# [ABOUT THIS TASK]
A faithful copy of all the entries is required, with no pictures in it.

# [Extracted data entries]
===
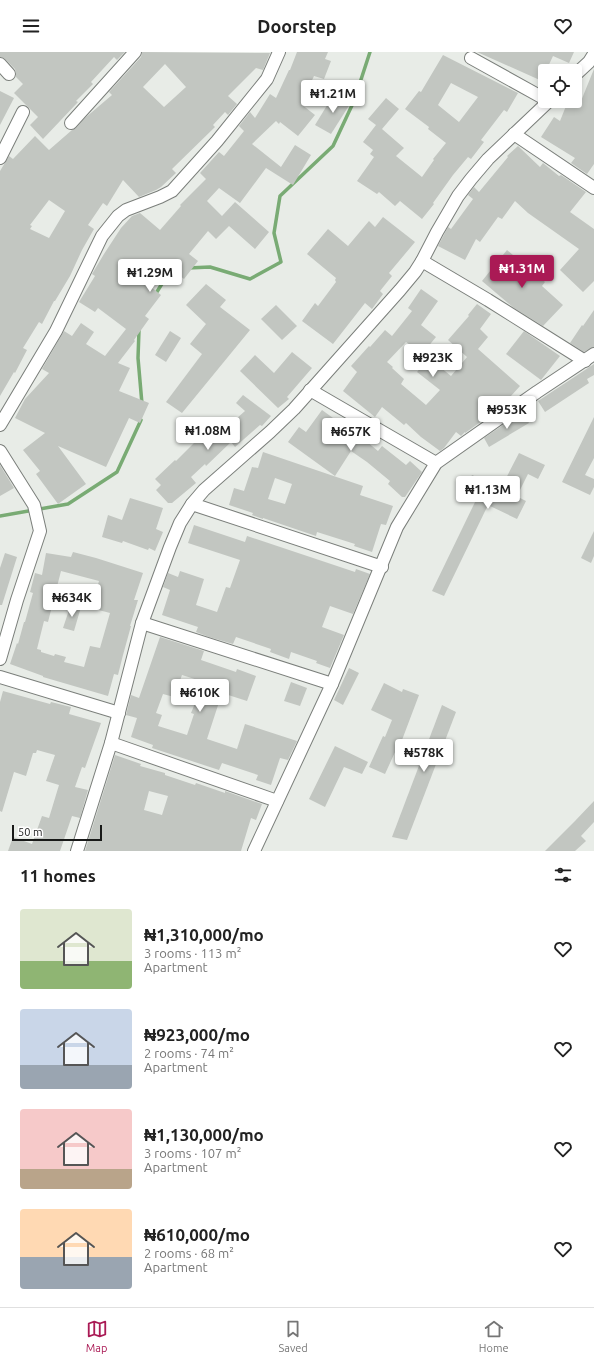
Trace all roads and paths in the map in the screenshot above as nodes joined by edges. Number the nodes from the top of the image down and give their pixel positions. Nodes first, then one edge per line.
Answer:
1 (135, 52) edge
2 (279, 52) edge
3 (594, 54) edge
4 (471, 58) dead end
5 (0, 64) edge
6 (582, 69) edge
7 (9, 74) dead end
8 (538, 95) edge
9 (541, 108) edge
10 (24, 112) dead end
11 (72, 124) dead end
12 (514, 134) junction
13 (0, 158) edge
14 (594, 188) edge
15 (422, 261) junction
16 (590, 357) edge
17 (310, 390) junction
18 (0, 425) edge
19 (0, 450) edge
20 (436, 463) junction
21 (192, 504) junction
22 (382, 567) junction
23 (142, 623) junction
24 (0, 659) edge
25 (0, 677) edge
26 (332, 684) junction
27 (119, 713) junction
28 (111, 744) junction
29 (277, 801) junction
30 (77, 851) edge
31 (254, 851) edge

1 - 11 street
2 - 18 street
3 - 6 street
4 - 8 street
5 - 7 street
9 - 12 street
10 - 13 street
12 - 14 street
12 - 15 street
15 - 16 street
15 - 17 street
16 - 20 street
17 - 20 street
17 - 21 street
19 - 24 street
20 - 22 street
21 - 22 street
21 - 23 street
22 - 26 street
23 - 26 street
23 - 27 street
25 - 27 street
26 - 29 street
27 - 28 street
28 - 29 street
28 - 30 street
29 - 31 street

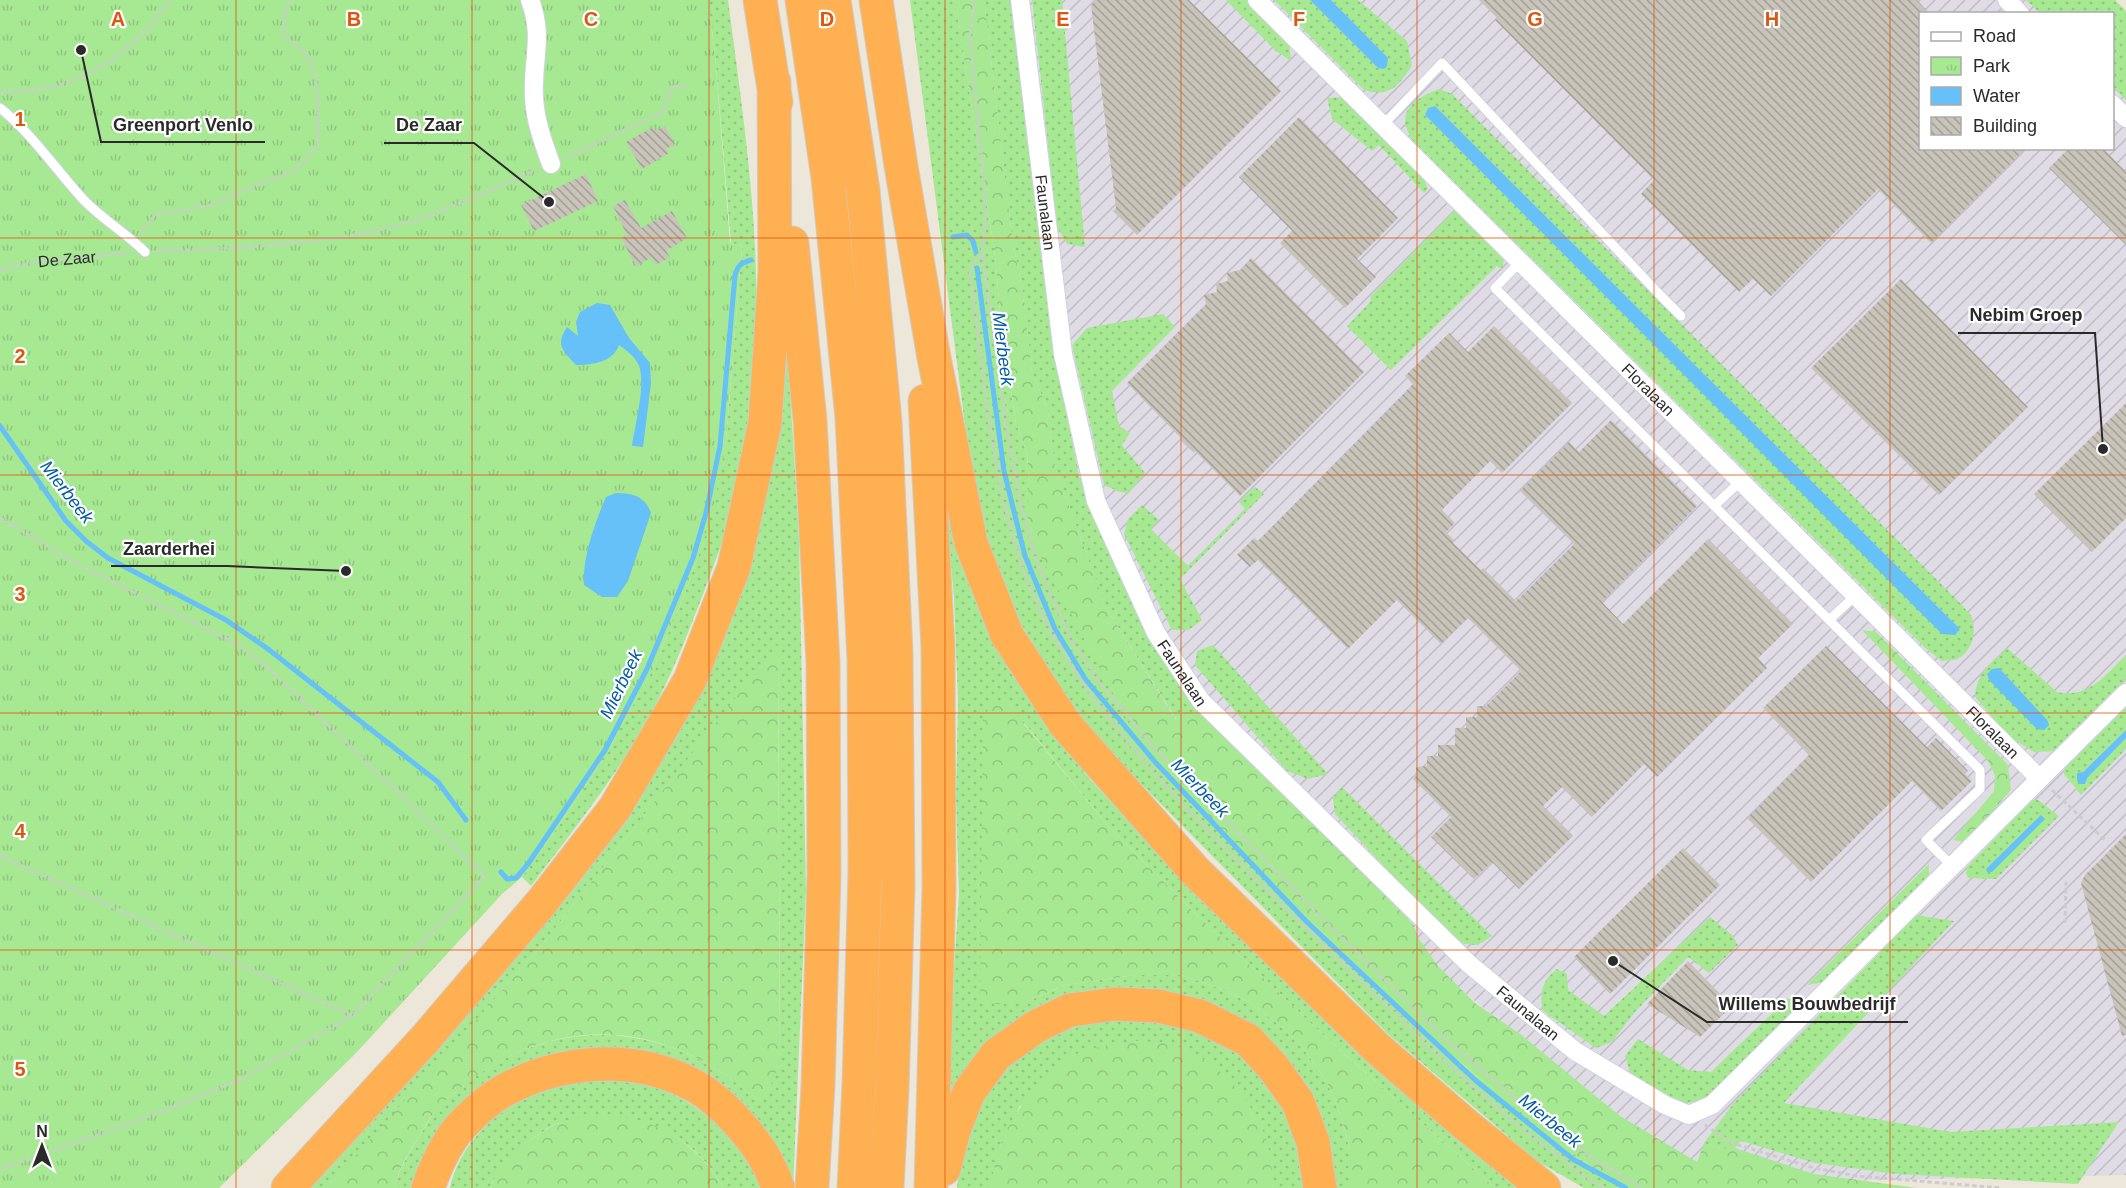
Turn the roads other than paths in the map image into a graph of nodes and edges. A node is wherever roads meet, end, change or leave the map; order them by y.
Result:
1 (530, 0) edge
2 (760, 0) edge
3 (802, 0) edge
4 (834, 0) edge
5 (876, 0) edge
6 (1020, 0) edge
7 (1257, 0) edge
8 (2007, 0) edge
9 (2018, 12) edge
10 (774, 82) junction
11 (2114, 106) edge
12 (0, 108) edge
13 (2126, 118) edge
14 (1384, 124) junction
15 (551, 164) road end
16 (901, 166) junction
17 (145, 252) road end
18 (1521, 261) junction
19 (1681, 316) dead end
20 (1741, 481) junction
21 (1714, 506) junction
22 (1856, 595) junction
23 (1829, 620) junction
24 (2126, 693) edge
25 (2040, 778) junction
26 (1952, 866) junction
27 (288, 1188) edge
28 (428, 1188) edge
29 (778, 1188) edge
30 (812, 1188) edge
31 (854, 1188) edge
32 (887, 1188) edge
33 (931, 1188) edge
34 (939, 1188) edge
35 (1320, 1188) edge
36 (1544, 1188) edge

1 - 15 street
2 - 10 highway
3 - 31 highway
4 - 32 highway
5 - 16 highway
6 - 26 street, Faunalaan
7 - 14 street, Floralaan
8 - 9 street
10 - 27 highway
10 - 30 highway
11 - 13 street
12 - 17 lane
14 - 18 street, Floralaan
14 - 19 lane
16 - 33 highway
16 - 36 highway
18 - 20 street, Floralaan
18 - 21 lane
20 - 21 lane
20 - 22 street, Floralaan
21 - 23 lane
22 - 23 lane
22 - 25 street, Floralaan
23 - 26 lane
24 - 25 street
25 - 26 street
28 - 29 highway
34 - 35 highway

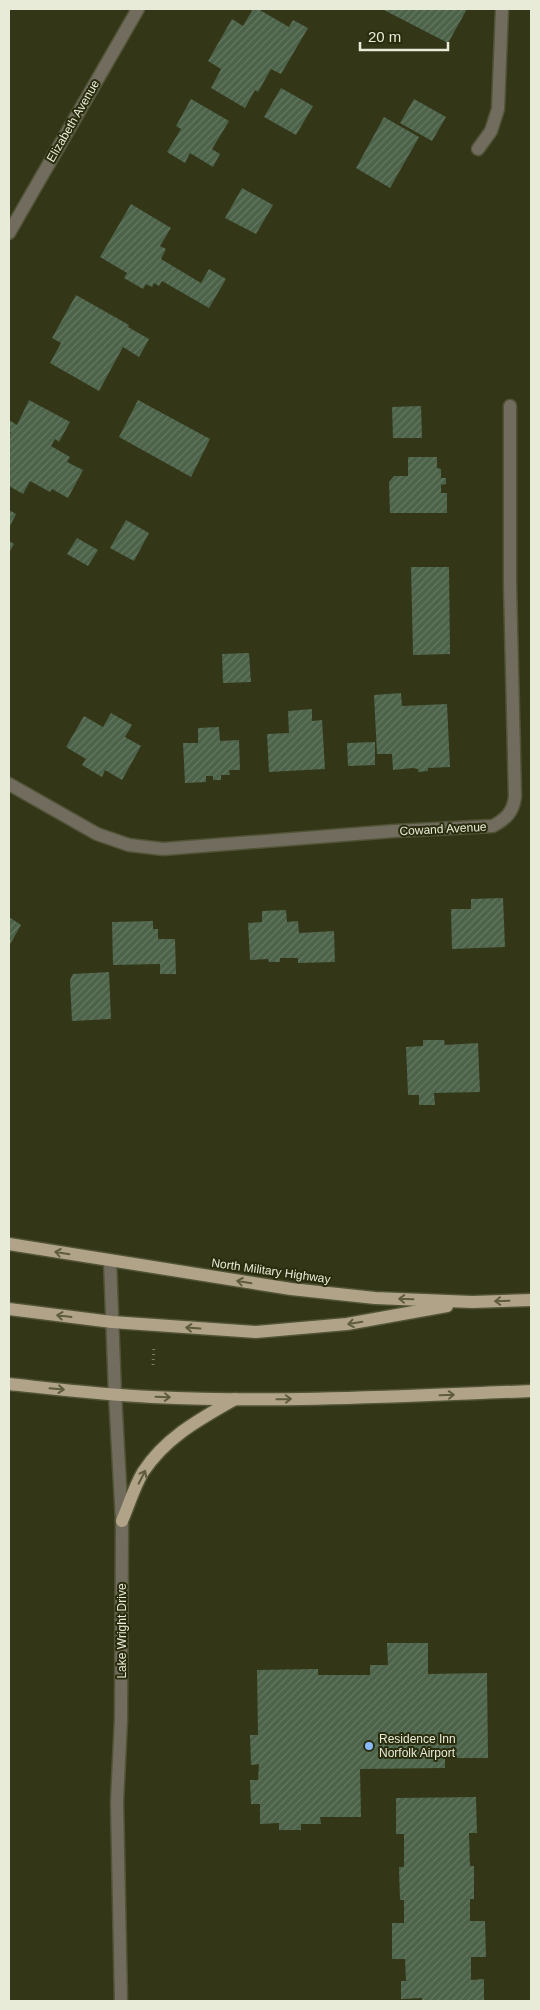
===
# [SOLUTION FOR THIS TASK]
Trace all roads and paths in the map in the screenshot above as nodes joined by edges. Number the nodes from the top of the image down and give their pixel positions. Nodes first, then one edge per line.
Answer:
1 (135, 52) edge
2 (279, 52) edge
3 (594, 54) edge
4 (471, 58) dead end
5 (0, 64) edge
6 (582, 69) edge
7 (9, 74) dead end
8 (538, 95) edge
9 (541, 108) edge
10 (24, 112) dead end
11 (72, 124) dead end
12 (514, 134) junction
13 (0, 158) edge
14 (594, 188) edge
15 (422, 261) junction
16 (590, 357) edge
17 (310, 390) junction
18 (0, 425) edge
19 (0, 450) edge
20 (436, 463) junction
21 (192, 504) junction
22 (382, 567) junction
23 (142, 623) junction
24 (0, 659) edge
25 (0, 677) edge
26 (332, 684) junction
27 (119, 713) junction
28 (111, 744) junction
29 (277, 801) junction
30 (77, 851) edge
31 (254, 851) edge

1 - 11 street
2 - 18 street
3 - 6 street
4 - 8 street
5 - 7 street
9 - 12 street
10 - 13 street
12 - 14 street
12 - 15 street
15 - 16 street
15 - 17 street
16 - 20 street
17 - 20 street
17 - 21 street
19 - 24 street
20 - 22 street
21 - 22 street
21 - 23 street
22 - 26 street
23 - 26 street
23 - 27 street
25 - 27 street
26 - 29 street
27 - 28 street
28 - 29 street
28 - 30 street
29 - 31 street

Turn the roads other than paths in the map image into a graph of nodes and edges. A node is wherever roads meet, end, change or leave the map; order them by y.
Result:
1 (530, 0) edge
2 (760, 0) edge
3 (802, 0) edge
4 (834, 0) edge
5 (876, 0) edge
6 (1020, 0) edge
7 (1257, 0) edge
8 (2007, 0) edge
9 (2018, 12) edge
10 (774, 82) junction
11 (2114, 106) edge
12 (0, 108) edge
13 (2126, 118) edge
14 (1384, 124) junction
15 (551, 164) road end
16 (901, 166) junction
17 (145, 252) road end
18 (1521, 261) junction
19 (1681, 316) dead end
20 (1741, 481) junction
21 (1714, 506) junction
22 (1856, 595) junction
23 (1829, 620) junction
24 (2126, 693) edge
25 (2040, 778) junction
26 (1952, 866) junction
27 (288, 1188) edge
28 (428, 1188) edge
29 (778, 1188) edge
30 (812, 1188) edge
31 (854, 1188) edge
32 (887, 1188) edge
33 (931, 1188) edge
34 (939, 1188) edge
35 (1320, 1188) edge
36 (1544, 1188) edge

1 - 15 street
2 - 10 highway
3 - 31 highway
4 - 32 highway
5 - 16 highway
6 - 26 street, Faunalaan
7 - 14 street, Floralaan
8 - 9 street
10 - 27 highway
10 - 30 highway
11 - 13 street
12 - 17 lane
14 - 18 street, Floralaan
14 - 19 lane
16 - 33 highway
16 - 36 highway
18 - 20 street, Floralaan
18 - 21 lane
20 - 21 lane
20 - 22 street, Floralaan
21 - 23 lane
22 - 23 lane
22 - 25 street, Floralaan
23 - 26 lane
24 - 25 street
25 - 26 street
28 - 29 highway
34 - 35 highway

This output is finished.